» **RECORD SET**:
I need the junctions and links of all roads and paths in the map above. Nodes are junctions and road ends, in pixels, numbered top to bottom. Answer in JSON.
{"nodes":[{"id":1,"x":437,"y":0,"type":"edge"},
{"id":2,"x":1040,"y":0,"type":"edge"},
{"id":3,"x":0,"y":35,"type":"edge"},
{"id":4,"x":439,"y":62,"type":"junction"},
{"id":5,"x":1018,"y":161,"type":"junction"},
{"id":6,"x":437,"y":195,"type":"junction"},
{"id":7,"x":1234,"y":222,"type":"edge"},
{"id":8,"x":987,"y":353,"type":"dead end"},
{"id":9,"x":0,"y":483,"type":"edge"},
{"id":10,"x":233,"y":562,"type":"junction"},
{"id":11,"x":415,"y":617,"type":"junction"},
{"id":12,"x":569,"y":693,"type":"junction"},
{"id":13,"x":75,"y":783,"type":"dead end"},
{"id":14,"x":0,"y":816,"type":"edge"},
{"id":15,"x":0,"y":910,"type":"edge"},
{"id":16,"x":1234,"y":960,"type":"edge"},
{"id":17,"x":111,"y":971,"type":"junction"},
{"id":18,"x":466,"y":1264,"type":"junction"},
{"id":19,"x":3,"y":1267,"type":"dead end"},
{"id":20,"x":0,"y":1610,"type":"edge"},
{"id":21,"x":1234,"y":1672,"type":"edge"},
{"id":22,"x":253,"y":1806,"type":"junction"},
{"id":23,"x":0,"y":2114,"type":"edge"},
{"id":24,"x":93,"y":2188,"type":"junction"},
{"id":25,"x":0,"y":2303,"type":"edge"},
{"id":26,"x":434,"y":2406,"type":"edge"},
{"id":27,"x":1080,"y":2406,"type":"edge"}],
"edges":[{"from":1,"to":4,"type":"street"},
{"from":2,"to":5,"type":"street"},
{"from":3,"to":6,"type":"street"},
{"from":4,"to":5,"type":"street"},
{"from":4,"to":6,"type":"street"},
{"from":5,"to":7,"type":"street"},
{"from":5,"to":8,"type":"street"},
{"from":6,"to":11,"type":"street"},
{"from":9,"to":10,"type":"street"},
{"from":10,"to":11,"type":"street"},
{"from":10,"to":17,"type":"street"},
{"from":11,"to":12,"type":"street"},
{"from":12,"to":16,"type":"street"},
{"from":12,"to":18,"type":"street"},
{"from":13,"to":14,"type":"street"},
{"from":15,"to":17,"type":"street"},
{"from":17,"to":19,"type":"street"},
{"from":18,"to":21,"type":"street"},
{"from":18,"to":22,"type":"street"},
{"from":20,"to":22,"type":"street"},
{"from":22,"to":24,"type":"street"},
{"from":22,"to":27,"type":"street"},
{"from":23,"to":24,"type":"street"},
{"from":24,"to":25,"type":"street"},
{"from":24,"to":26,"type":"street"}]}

» **YOUR ASSIGNMENT**:
The records above need to be retyped in full, exactly as they stand.

» **WRITTEN ANSWER**:
I need the junctions and links of all roads and paths in the map above. Nodes are junctions and road ends, in pixels, numbered top to bottom. Answer in JSON.
{"nodes":[{"id":1,"x":437,"y":0,"type":"edge"},
{"id":2,"x":1040,"y":0,"type":"edge"},
{"id":3,"x":0,"y":35,"type":"edge"},
{"id":4,"x":439,"y":62,"type":"junction"},
{"id":5,"x":1018,"y":161,"type":"junction"},
{"id":6,"x":437,"y":195,"type":"junction"},
{"id":7,"x":1234,"y":222,"type":"edge"},
{"id":8,"x":987,"y":353,"type":"dead end"},
{"id":9,"x":0,"y":483,"type":"edge"},
{"id":10,"x":233,"y":562,"type":"junction"},
{"id":11,"x":415,"y":617,"type":"junction"},
{"id":12,"x":569,"y":693,"type":"junction"},
{"id":13,"x":75,"y":783,"type":"dead end"},
{"id":14,"x":0,"y":816,"type":"edge"},
{"id":15,"x":0,"y":910,"type":"edge"},
{"id":16,"x":1234,"y":960,"type":"edge"},
{"id":17,"x":111,"y":971,"type":"junction"},
{"id":18,"x":466,"y":1264,"type":"junction"},
{"id":19,"x":3,"y":1267,"type":"dead end"},
{"id":20,"x":0,"y":1610,"type":"edge"},
{"id":21,"x":1234,"y":1672,"type":"edge"},
{"id":22,"x":253,"y":1806,"type":"junction"},
{"id":23,"x":0,"y":2114,"type":"edge"},
{"id":24,"x":93,"y":2188,"type":"junction"},
{"id":25,"x":0,"y":2303,"type":"edge"},
{"id":26,"x":434,"y":2406,"type":"edge"},
{"id":27,"x":1080,"y":2406,"type":"edge"}],
"edges":[{"from":1,"to":4,"type":"street"},
{"from":2,"to":5,"type":"street"},
{"from":3,"to":6,"type":"street"},
{"from":4,"to":5,"type":"street"},
{"from":4,"to":6,"type":"street"},
{"from":5,"to":7,"type":"street"},
{"from":5,"to":8,"type":"street"},
{"from":6,"to":11,"type":"street"},
{"from":9,"to":10,"type":"street"},
{"from":10,"to":11,"type":"street"},
{"from":10,"to":17,"type":"street"},
{"from":11,"to":12,"type":"street"},
{"from":12,"to":16,"type":"street"},
{"from":12,"to":18,"type":"street"},
{"from":13,"to":14,"type":"street"},
{"from":15,"to":17,"type":"street"},
{"from":17,"to":19,"type":"street"},
{"from":18,"to":21,"type":"street"},
{"from":18,"to":22,"type":"street"},
{"from":20,"to":22,"type":"street"},
{"from":22,"to":24,"type":"street"},
{"from":22,"to":27,"type":"street"},
{"from":23,"to":24,"type":"street"},
{"from":24,"to":25,"type":"street"},
{"from":24,"to":26,"type":"street"}]}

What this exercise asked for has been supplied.